Every line from the one holding "middle tip: (294, 158)" through the final line of the entries is to be reproduced exactly, and no other line.

Data entries:

┏━━

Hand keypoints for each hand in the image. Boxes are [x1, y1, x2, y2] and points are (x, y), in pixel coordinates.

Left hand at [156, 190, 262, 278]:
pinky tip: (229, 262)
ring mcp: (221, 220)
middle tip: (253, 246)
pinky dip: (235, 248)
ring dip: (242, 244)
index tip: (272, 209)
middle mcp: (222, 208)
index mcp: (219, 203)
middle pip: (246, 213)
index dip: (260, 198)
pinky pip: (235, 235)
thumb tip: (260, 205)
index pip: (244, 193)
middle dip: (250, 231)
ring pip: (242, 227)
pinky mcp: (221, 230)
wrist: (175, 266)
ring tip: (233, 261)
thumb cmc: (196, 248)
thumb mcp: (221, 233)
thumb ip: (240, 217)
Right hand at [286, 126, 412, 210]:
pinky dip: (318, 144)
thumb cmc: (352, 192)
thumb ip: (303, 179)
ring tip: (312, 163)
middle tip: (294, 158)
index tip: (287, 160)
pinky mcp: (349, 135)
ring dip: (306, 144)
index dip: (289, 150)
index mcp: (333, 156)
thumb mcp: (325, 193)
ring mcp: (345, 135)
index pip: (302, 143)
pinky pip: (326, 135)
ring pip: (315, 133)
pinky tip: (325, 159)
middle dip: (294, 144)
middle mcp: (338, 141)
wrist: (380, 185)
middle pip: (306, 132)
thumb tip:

┗━━

**Response to the task:**
middle tip: (294, 158)
index tip: (287, 160)
pinky mcp: (349, 135)
ring dip: (306, 144)
index dip: (289, 150)
index mcp: (333, 156)
thumb mcp: (325, 193)
ring mcp: (345, 135)
index pip: (302, 143)
pinky pip: (326, 135)
ring pip: (315, 133)
pinky tip: (325, 159)
middle dip: (294, 144)
middle mcp: (338, 141)
wrist: (380, 185)
middle pip: (306, 132)
thumb tip:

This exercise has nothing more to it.